Imaginaires

Culture: les biens symboliques sont notre oxygène

En France, les travailleuses et travailleurs de la culture occupent des théâtres et expriment leur colère, leur désespoir. En Suisse aussi, le désarroi est immense, comme le montraient les réflexions et les témoignages publiés par Le Temps samedi dernier (6.3). Ces gens souffrent, évidemment, de la situation financière catastrophique créée dans leur branche par la pandémie; mais ce qu’on entend dans leurs propos, c’est encore autre chose, de plus profond.
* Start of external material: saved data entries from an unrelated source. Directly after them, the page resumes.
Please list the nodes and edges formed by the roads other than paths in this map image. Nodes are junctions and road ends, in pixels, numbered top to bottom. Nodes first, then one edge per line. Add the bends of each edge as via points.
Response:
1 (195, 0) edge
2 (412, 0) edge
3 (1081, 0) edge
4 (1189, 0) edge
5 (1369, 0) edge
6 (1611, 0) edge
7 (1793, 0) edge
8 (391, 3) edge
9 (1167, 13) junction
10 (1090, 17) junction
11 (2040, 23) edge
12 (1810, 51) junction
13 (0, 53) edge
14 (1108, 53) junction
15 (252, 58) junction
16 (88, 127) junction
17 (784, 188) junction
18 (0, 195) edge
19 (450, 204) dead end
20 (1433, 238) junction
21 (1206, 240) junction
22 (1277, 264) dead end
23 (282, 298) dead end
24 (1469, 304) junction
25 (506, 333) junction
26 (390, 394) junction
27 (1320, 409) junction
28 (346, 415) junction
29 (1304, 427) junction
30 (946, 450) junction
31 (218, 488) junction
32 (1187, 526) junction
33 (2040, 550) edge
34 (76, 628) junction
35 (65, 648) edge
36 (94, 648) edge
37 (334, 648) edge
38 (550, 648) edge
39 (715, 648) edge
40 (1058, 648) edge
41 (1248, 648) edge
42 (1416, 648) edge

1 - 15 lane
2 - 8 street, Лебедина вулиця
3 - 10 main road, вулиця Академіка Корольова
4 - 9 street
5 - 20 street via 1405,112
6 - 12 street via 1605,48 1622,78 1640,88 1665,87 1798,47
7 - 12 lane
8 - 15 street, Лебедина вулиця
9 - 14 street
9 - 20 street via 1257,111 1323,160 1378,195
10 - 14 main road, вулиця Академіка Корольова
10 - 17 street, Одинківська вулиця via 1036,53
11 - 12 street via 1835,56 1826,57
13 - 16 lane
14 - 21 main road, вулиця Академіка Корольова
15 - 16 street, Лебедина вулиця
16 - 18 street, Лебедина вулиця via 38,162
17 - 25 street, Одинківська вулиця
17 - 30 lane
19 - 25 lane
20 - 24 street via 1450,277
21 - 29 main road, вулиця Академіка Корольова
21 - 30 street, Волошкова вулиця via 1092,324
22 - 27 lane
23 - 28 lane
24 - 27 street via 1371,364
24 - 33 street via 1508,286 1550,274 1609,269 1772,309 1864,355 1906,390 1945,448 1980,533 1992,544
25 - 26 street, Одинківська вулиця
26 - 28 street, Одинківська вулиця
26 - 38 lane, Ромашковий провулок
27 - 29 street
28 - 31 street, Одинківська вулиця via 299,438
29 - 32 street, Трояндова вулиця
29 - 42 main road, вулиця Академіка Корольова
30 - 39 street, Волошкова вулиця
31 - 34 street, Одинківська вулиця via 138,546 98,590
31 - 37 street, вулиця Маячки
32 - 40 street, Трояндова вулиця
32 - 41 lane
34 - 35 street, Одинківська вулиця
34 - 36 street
Les revendications de réouverture sont peut-être prématurées et irresponsables au vu de la situation sanitaire, ça dépend des activités, je ne sais pas. Mais ce que je trouve déchirant et accablant, c’est que, dans le domaine de la culture comme dans d’autres domaines, nos sociétés restent totalement dans le déni par rapport à ce que la crise a pourtant révélé au grand jour : la nécessité d’une révolution copernicienne dans notre manière d’envisager et de traiter la production des biens symboliques en général.

Ma première chronique sur ce blog, datant d’il y 5 ans, à un mois près, avait pour sujet la votation de 2016 sur l’instauration en Suisse d’un revenu de base inconditionnel, à laquelle j’étais favorable. Il est toujours délicat de se citer soi-même, et je ne vais pas le faire, mais j’avoue que j’ai le cœur serré en constatant que, malgré le traumatisme qui nous est infligé depuis un an, la majorité de nos décideurs et décideuses restent accrochés comme des moules à leur rocher à un système économique basé sur des principes inadéquats et illusoires.

La production de biens symboliques au sens large, notamment les arts et les idées mais également, et c’est un gros morceau, les soins donnés à autrui dans leur irremplaçable dimension humaine, ou la transmission de valeurs, ne se prête pas à une rémunération comptable. C’est ni plus ni moins que l’oxygène qui nous fait vivre. Elle doit être reconnue comme vitale et sécurisée financièrement selon d’autres critères que la rentabilité visible, par un revenu universel ou par d’autres moyens. Ce qui asphyxie les producteurs et productrices de culture, c’est bien sûr la précarité des conditions matérielles actuelles, mais c’est aussi, peut-être surtout, et ce n’est pas nouveau, la rage d’être considéré.e.s comme inessentiels.